■ Directions for this task ■
Transcribe exactly the lines from the one containing "thumb mcp: (225, 166)" through the end of the entries, including both the first and the last, and nothing else.

++++ Data records

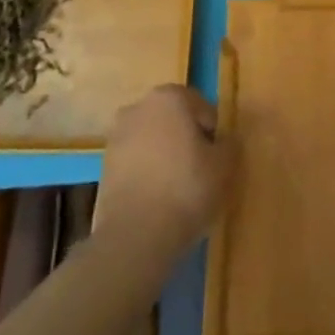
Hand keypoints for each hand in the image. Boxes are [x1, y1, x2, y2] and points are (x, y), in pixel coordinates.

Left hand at [94, 85, 234, 259]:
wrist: (135, 237)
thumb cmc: (186, 189)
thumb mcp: (225, 166)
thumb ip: (230, 144)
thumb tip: (226, 140)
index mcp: (170, 97)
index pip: (202, 109)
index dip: (213, 135)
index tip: (216, 161)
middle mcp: (139, 107)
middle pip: (174, 121)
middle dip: (187, 141)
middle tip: (200, 173)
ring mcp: (117, 136)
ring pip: (153, 141)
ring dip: (165, 157)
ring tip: (178, 191)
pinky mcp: (104, 166)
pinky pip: (136, 163)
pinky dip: (147, 174)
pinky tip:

++++++++

■ Exercise output ■
thumb mcp: (225, 166)
thumb ip: (230, 144)
thumb tip: (226, 140)
index mcp: (170, 97)
index pip: (202, 109)
index dip: (213, 135)
index tip: (216, 161)
middle mcp: (139, 107)
middle pip: (174, 121)
middle dip: (187, 141)
middle tip: (200, 173)
ring mcp: (117, 136)
ring pip: (153, 141)
ring dip: (165, 157)
ring tip: (178, 191)
pinky mcp: (104, 166)
pinky pip: (136, 163)
pinky dip: (147, 174)
pinky tip:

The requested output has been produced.